Records for this exercise:

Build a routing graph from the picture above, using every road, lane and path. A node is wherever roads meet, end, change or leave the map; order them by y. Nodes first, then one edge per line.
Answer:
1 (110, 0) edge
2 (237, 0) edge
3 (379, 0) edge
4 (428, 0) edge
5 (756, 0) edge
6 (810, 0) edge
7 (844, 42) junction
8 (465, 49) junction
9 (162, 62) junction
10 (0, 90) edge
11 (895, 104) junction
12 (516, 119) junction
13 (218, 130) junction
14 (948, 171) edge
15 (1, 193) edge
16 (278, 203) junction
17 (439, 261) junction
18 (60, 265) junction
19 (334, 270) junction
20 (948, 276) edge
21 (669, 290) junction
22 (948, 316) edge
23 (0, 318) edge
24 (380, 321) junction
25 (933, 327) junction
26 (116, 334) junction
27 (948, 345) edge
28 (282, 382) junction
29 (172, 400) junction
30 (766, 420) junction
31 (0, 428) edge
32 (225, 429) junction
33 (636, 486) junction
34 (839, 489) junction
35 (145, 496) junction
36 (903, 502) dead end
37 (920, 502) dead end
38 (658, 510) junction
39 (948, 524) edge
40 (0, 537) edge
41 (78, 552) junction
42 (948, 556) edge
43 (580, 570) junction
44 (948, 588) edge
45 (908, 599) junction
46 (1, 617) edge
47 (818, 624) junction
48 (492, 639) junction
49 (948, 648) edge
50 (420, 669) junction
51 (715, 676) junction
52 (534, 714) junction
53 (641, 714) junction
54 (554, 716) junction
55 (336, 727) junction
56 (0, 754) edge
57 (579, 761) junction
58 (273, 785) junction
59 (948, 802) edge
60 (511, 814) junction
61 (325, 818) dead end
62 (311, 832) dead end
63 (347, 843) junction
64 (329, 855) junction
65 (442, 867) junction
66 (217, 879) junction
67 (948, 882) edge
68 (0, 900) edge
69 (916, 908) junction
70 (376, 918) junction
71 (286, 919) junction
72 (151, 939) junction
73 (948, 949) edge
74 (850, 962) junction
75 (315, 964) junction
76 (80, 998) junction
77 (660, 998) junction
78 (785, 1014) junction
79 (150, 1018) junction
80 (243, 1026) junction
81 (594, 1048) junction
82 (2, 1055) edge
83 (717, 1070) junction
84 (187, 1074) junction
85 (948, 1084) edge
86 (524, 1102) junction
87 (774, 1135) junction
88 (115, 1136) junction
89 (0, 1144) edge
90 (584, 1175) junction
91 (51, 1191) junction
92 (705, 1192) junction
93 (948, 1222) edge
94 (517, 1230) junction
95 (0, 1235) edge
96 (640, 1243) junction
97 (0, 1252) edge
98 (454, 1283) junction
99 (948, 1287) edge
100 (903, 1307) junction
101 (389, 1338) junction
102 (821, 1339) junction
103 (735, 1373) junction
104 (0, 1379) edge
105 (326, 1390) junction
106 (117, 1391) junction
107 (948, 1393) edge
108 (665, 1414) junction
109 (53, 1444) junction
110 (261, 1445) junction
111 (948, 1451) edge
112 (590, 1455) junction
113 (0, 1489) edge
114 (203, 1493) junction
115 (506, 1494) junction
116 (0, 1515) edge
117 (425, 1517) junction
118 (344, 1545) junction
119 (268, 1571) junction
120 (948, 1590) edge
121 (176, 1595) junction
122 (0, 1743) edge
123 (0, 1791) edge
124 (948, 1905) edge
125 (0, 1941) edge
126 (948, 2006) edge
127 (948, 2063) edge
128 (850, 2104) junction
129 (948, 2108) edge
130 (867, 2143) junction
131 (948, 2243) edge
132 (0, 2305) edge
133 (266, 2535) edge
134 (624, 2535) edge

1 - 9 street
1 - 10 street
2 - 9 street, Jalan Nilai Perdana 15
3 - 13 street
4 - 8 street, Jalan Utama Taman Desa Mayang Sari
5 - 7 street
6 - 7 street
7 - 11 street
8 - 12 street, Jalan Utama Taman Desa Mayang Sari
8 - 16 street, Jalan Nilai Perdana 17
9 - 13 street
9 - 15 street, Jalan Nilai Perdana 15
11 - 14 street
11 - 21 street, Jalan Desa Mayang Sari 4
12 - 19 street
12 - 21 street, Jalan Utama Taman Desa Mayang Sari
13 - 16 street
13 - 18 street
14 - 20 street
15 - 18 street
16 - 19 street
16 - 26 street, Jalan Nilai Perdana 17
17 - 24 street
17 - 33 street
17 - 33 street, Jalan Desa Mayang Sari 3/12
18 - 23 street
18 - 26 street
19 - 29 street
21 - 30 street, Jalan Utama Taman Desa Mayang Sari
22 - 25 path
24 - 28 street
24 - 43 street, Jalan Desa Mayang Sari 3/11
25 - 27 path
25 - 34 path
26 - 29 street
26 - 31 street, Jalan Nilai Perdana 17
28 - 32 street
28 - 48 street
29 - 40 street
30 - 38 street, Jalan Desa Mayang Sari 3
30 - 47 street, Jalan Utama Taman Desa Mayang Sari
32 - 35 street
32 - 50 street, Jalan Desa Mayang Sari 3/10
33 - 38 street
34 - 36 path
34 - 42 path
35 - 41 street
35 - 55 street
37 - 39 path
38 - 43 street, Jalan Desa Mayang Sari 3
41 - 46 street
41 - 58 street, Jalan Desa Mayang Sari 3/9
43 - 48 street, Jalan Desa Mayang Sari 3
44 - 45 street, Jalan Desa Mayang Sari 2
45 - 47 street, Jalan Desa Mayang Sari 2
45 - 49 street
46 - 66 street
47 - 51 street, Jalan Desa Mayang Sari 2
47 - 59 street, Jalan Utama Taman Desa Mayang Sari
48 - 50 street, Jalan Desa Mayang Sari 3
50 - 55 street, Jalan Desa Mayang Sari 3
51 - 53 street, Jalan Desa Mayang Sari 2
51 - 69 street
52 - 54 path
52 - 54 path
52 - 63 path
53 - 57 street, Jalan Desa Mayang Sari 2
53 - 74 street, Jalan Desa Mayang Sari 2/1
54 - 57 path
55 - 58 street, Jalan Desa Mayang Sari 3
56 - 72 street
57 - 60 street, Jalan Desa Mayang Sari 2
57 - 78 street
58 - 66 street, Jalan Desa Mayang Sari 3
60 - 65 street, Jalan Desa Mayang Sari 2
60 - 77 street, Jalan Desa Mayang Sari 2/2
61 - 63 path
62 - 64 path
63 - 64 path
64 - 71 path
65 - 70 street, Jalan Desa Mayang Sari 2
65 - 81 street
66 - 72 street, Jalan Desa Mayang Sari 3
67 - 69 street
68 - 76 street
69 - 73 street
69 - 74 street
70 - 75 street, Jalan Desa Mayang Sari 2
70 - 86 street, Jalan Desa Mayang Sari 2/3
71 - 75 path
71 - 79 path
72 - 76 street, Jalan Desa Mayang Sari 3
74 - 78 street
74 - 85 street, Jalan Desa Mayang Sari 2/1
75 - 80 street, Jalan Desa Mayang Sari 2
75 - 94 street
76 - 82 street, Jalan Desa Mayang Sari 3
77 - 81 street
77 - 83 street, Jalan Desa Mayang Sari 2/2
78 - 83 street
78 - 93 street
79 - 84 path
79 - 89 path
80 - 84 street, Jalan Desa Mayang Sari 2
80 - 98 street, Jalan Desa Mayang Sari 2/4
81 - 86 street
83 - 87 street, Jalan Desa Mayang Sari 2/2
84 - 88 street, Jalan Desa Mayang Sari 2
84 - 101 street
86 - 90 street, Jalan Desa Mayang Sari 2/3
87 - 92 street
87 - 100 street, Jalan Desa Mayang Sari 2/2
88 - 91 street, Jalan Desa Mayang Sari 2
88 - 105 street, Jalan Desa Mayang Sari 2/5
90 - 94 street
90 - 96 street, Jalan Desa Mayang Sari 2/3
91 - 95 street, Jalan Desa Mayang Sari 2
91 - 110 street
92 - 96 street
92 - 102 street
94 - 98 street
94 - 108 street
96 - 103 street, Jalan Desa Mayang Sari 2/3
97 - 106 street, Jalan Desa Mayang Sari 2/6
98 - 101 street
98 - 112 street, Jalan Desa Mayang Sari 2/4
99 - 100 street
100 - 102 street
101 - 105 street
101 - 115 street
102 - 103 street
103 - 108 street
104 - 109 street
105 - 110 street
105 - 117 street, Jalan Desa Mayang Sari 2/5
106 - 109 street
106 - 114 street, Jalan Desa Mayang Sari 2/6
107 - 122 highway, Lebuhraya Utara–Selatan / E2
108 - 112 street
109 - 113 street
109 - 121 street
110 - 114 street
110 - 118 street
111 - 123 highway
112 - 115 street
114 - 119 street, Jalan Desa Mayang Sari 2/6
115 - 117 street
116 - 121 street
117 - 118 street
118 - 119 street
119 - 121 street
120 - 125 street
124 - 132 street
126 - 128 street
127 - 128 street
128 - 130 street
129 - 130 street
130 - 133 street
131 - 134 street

Task prompt: Say how many lines of the data hold the word "dead", and leave out everything but the number.

Task result: 4